Alvar answered: “We are banished from our own land, and if we do not conquer the Moors, they will not give us food. We are but few, but we are of a race of warriors, and are of one heart and one will. Let us therefore go out tomorrow early in the morning, and give them battle.” And they all thought well of what Alvar said. Then the Cid ordered all the Moors who were in the town to be put outside the gates, that they might not know what was to be done, and the rest of that day and night they passed in getting ready for the battle.

On the next day at sunrise the Cid and his men went out of the town, leaving only two foot-soldiers to keep the gates. When the Moorish scouts saw them they ran to the camp with the alarm. Then there was a noise of tambourines in the camp, as if the earth had been broken, and the Moors hurried to get their arms. The Moors drew up their men in two great bodies, and they moved forward, thinking to take the Cid and his men alive; and the Cid commanded his followers to stand still till he should bid them move.

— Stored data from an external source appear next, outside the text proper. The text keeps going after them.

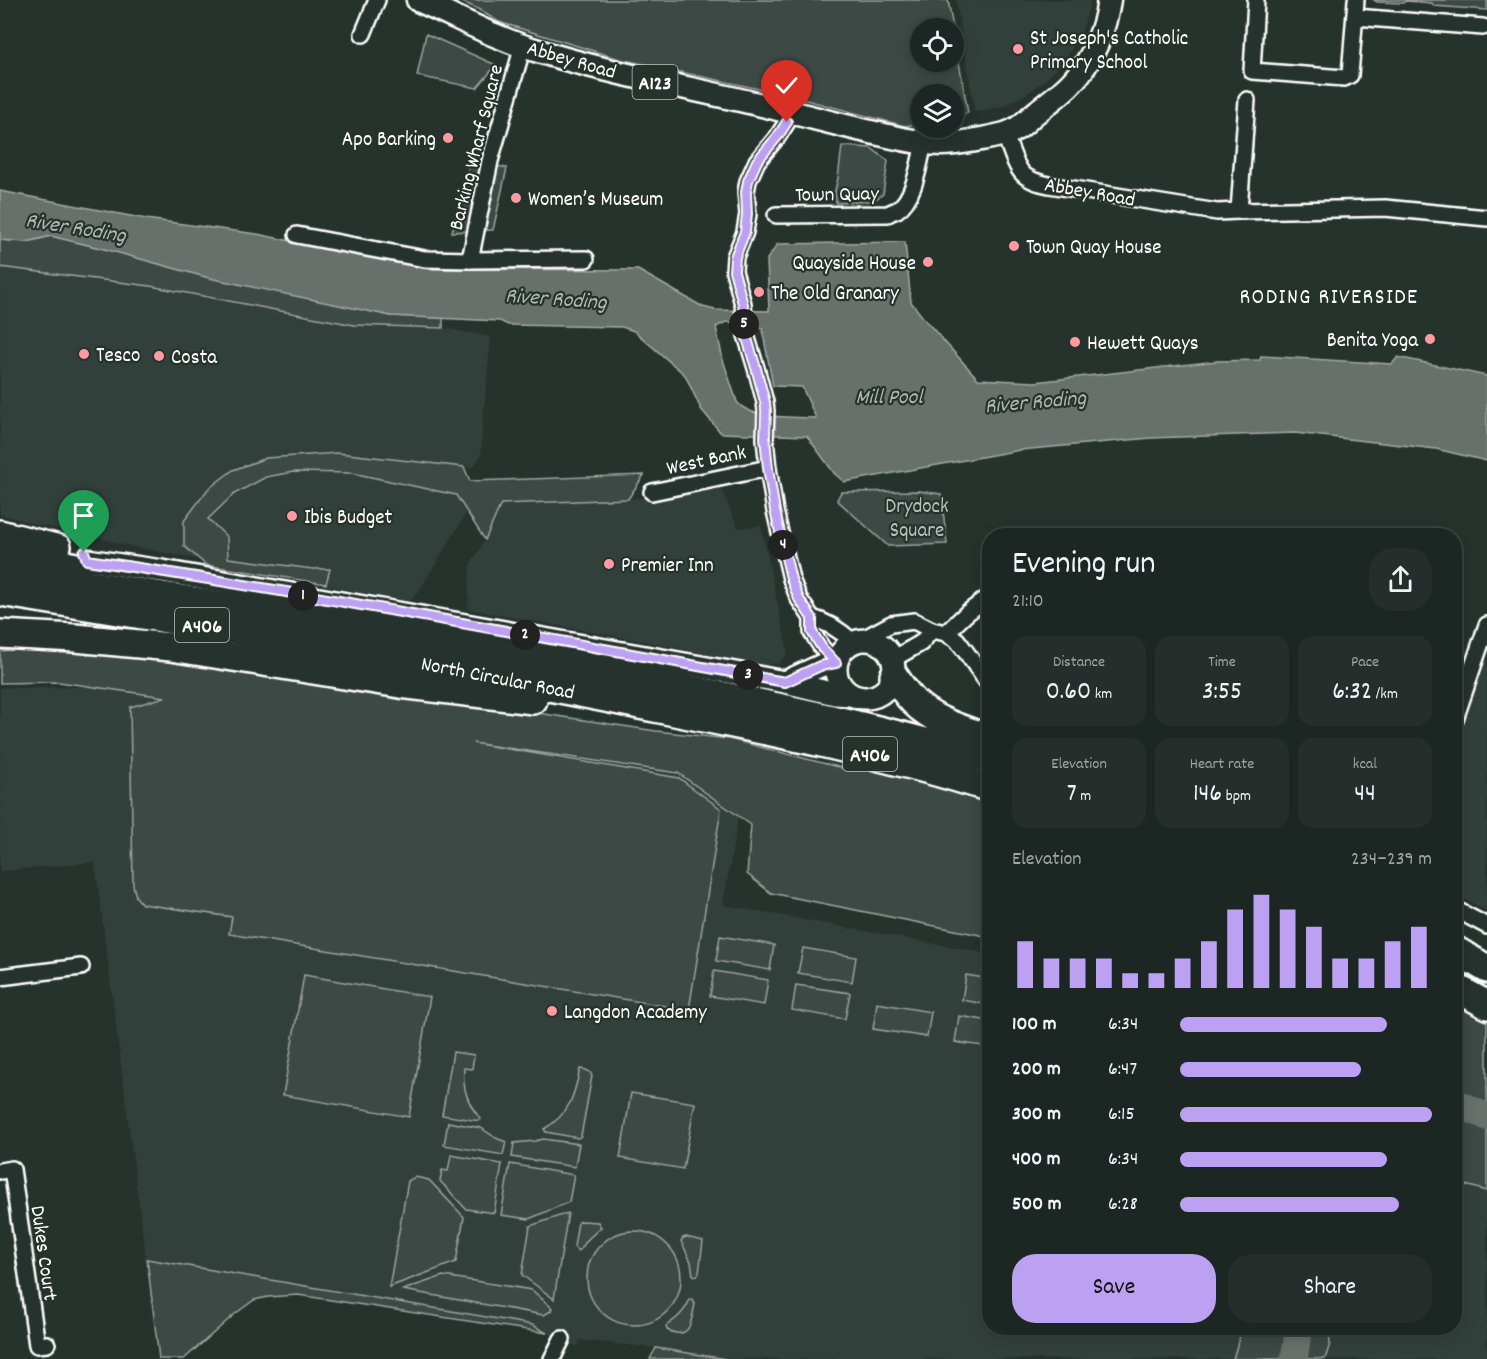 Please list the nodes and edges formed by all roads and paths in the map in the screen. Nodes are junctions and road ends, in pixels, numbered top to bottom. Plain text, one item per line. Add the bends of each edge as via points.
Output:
1 (377, 0) edge
2 (418, 0) edge
3 (1109, 0) edge
4 (1121, 0) edge
5 (1256, 0) edge
6 (1356, 0) edge
7 (1354, 17) junction
8 (1483, 27) dead end
9 (363, 34) dead end
10 (523, 46) junction
11 (1246, 100) dead end
12 (789, 112) junction
13 (1014, 129) junction
14 (924, 143) junction
15 (1239, 210) junction
16 (776, 215) dead end
17 (1487, 218) edge
18 (297, 235) dead end
19 (586, 259) dead end
20 (470, 260) junction
21 (768, 468) junction
22 (652, 492) dead end
23 (0, 531) edge
24 (0, 548) edge
25 (87, 560) junction
26 (0, 571) edge
27 (0, 592) edge
28 (982, 602) edge
29 (812, 618) junction
30 (1487, 625) edge
31 (939, 632) junction
32 (0, 634) edge
33 (857, 641) junction
34 (1484, 643) edge
35 (407, 648) junction
36 (836, 663) junction
37 (893, 668) junction
38 (982, 675) edge
39 (1462, 681) edge
40 (785, 682) junction
41 (851, 695) junction
42 (749, 727) junction
43 (982, 736) edge
44 (982, 758) edge
45 (982, 786) edge
46 (1462, 913) edge
47 (1487, 926) edge
48 (1462, 955) edge
49 (81, 967) dead end
50 (1487, 969) edge
51 (0, 977) edge
52 (1462, 991) edge
53 (1487, 1005) edge
54 (0, 1171) edge
55 (562, 1339) dead end
56 (47, 1344) dead end
57 (552, 1359) edge

1 - 9 street
2 - 10 main road, Abbey Road / A123
3 - 13 main road via 1096,46 1084,67 1056,97
4 - 13 main road, A123 via 1106,53 1081,89 1042,122
5 - 7 street via 1252,71 1344,78 1350,75
6 - 7 street
7 - 8 street
10 - 12 main road, Abbey Road / A123
10 - 20 street, Barking Wharf Square via 490,161
11 - 15 street
12 - 14 main road, Abbey Road / A123
12 - 21 street via 787,122 757,161 748,181 747,214 734,271 765,402
13 - 14 main road, Abbey Road / A123 via 954,143
13 - 15 street, Abbey Road via 1017,164 1022,174 1034,181 1217,212
14 - 16 street, Town Quay via 913,188 897,210 888,214
15 - 17 street, Abbey Road via 1384,208
18 - 20 street, Barking Wharf Square via 425,259
19 - 20 street, Barking Wharf Square
21 - 22 street, West Bank
21 - 29 street via 791,579
23 - 25 street via 84,552
24 - 25 street via 81,564
25 - 40 street
26 - 35 highway, North Circular Road / A406 via 88,584
27 - 35 highway, North Circular Road / A406
28 - 31 street
29 - 33 street
29 - 36 street via 812,632
30 - 34 street
31 - 33 street via 905,621
31 - 37 street via 921,642
31 - 38 street via 957,640
32 - 42 highway, A406 via 171,647 400,684
33 - 36 street via 845,648
33 - 37 street via 871,640 887,649
34 - 39 street
35 - 42 highway, North Circular Road / A406
35 - 44 highway, North Circular Road / A406 via 676,686 873,728
36 - 40 street
36 - 41 street via 839,681
37 - 41 street via 890,684 877,696
37 - 43 highway via 915,704 928,714
40 - 41 street
42 - 45 highway, North Circular Road / A406 via 892,759
46 - 47 street
48 - 50 highway
49 - 51 street
52 - 53 highway
54 - 56 street, Dukes Court via 12,1169 37,1345
55 - 57 street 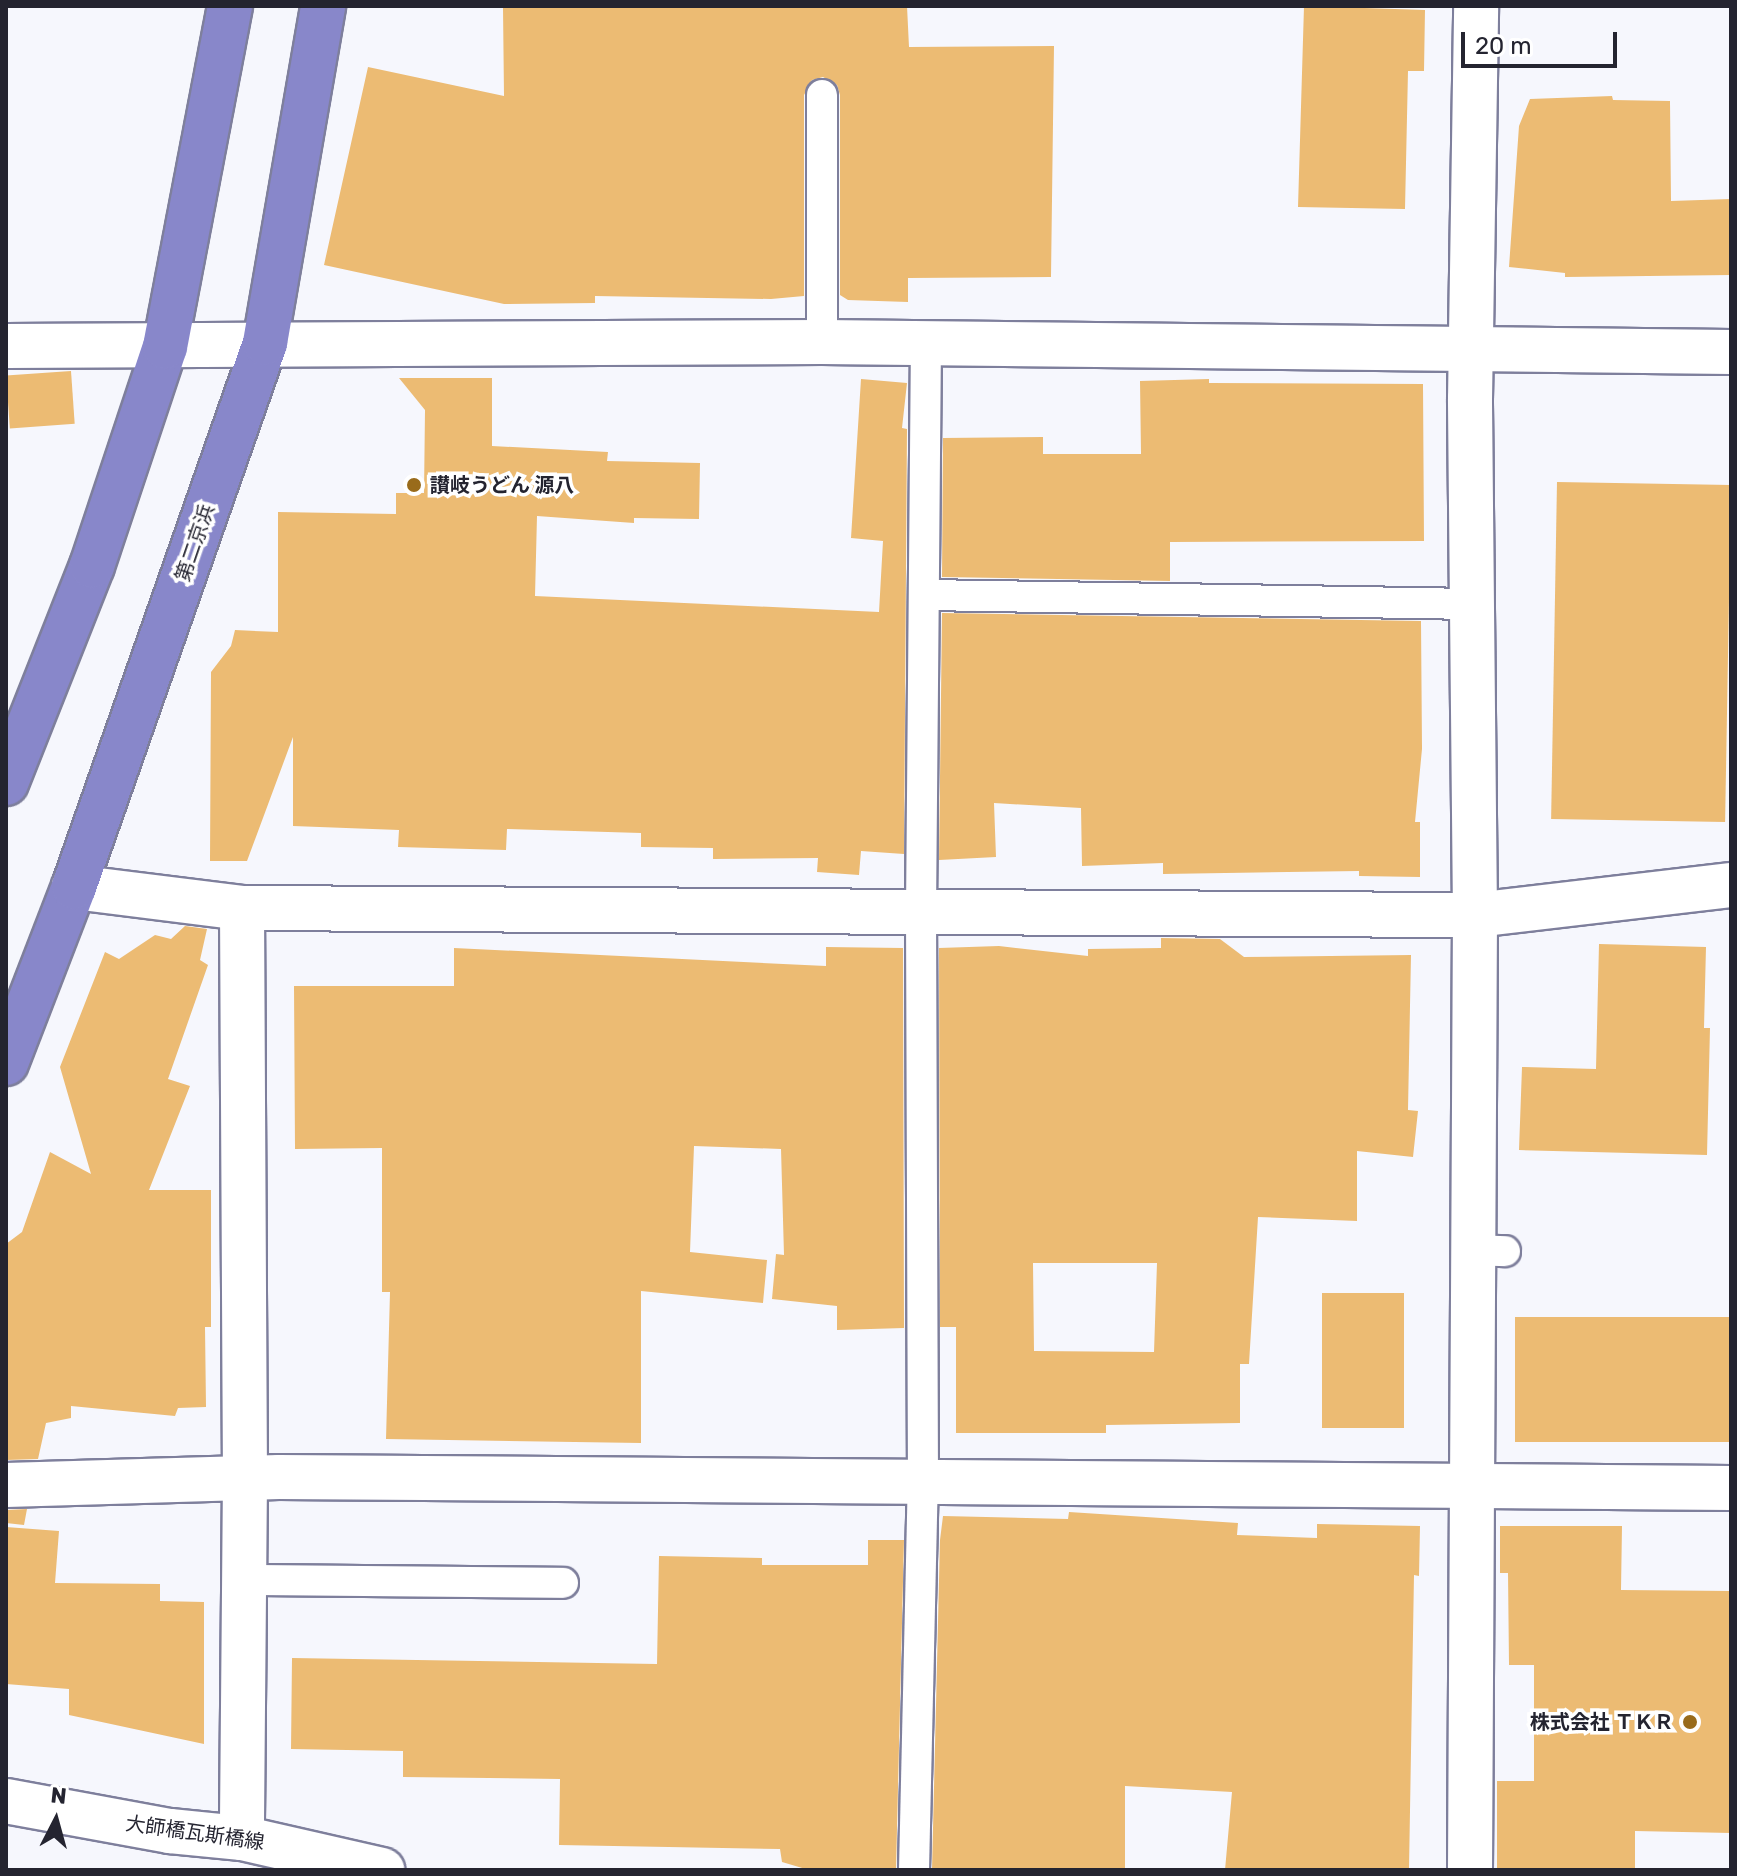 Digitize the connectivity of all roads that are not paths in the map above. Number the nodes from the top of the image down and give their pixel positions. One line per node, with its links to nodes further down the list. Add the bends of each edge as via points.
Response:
1 (230, 6): 9 (highway)
2 (323, 6): 6 (highway, 第二京浜)
3 (1476, 6): 10 (street)
4 (822, 95): 5 (lane)
5 (822, 342): 6 (street); 7 (street)
6 (265, 343): 9 (street); 16 (highway, 第二京浜)
7 (926, 343): 10 (street); 12 (lane)
8 (6, 346): 9 (street)
9 (165, 347): 14 (highway, via 92,566)
10 (1471, 350): 11 (street); 13 (street)
11 (1731, 352)
12 (925, 595): 13 (lane); 18 (lane)
13 (1473, 604): 19 (street)
14 (6, 783)
15 (1731, 885): 19 (street)
16 (74, 887): 17 (street); 20 (highway, 第二京浜)
17 (242, 908): 18 (street); 21 (street)
18 (921, 912): 19 (street); 22 (lane)
19 (1475, 915): 23 (street, via 1489,1251)
20 (6, 1063)
21 (245, 1477): 22 (street); 24 (street); 26 (street)
22 (923, 1483): 23 (street); 31 (lane)
23 (1472, 1484): 25 (street); 32 (street)
24 (6, 1485)
25 (1731, 1488)
26 (245, 1580): 27 (lane); 29 (street)
27 (563, 1583)
28 (6, 1801): 29 (street, 大師橋瓦斯橋線, via 170,1831)
29 (242, 1838): 30 (street, 大師橋瓦斯橋線)
30 (382, 1870)
31 (914, 1870)
32 (1470, 1870)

But Pero Bermudez, who bore the Cid’s banner, could not endure to remain still, but holding the banner in his hand he cried, “Cid, I shall put your banner in the middle of that army, and you are bound to stand by it.” Then he began to spur his horse, while the Cid cried for him to stop as he loved him, but Pero answered that he would stop for nothing; and away he went and carried his banner into the middle of the Moors. Then the Moors fell upon him to get his banner, and hit him many hard blows to overthrow him. But as his armor was of the strongest kind, they could not pierce it, nor could they overthrow him, nor take the banner, for he was a man of great strength and most brave.

A statue of Álvar Fáñez in Burgos, Spain.

When the Cid saw him in this plight, he cried to his followers to move on to his help, and they placed their shield before their breasts, and lowering their lances, they bent forward and rode on. Each of the three hundred lancers slew a Moor at the first charge. “Smite them, knights!” cried the Campeador; “I am the Cid of Bivar.” Then began a terrific battle, in which many a shield was pierced, and many a corselet broken, and many a horse left without a rider. The Moors called on Mahomet, and the Christians on St. James, and the noise of the tambourines and the trumpets was so great that no man could hear his neighbor.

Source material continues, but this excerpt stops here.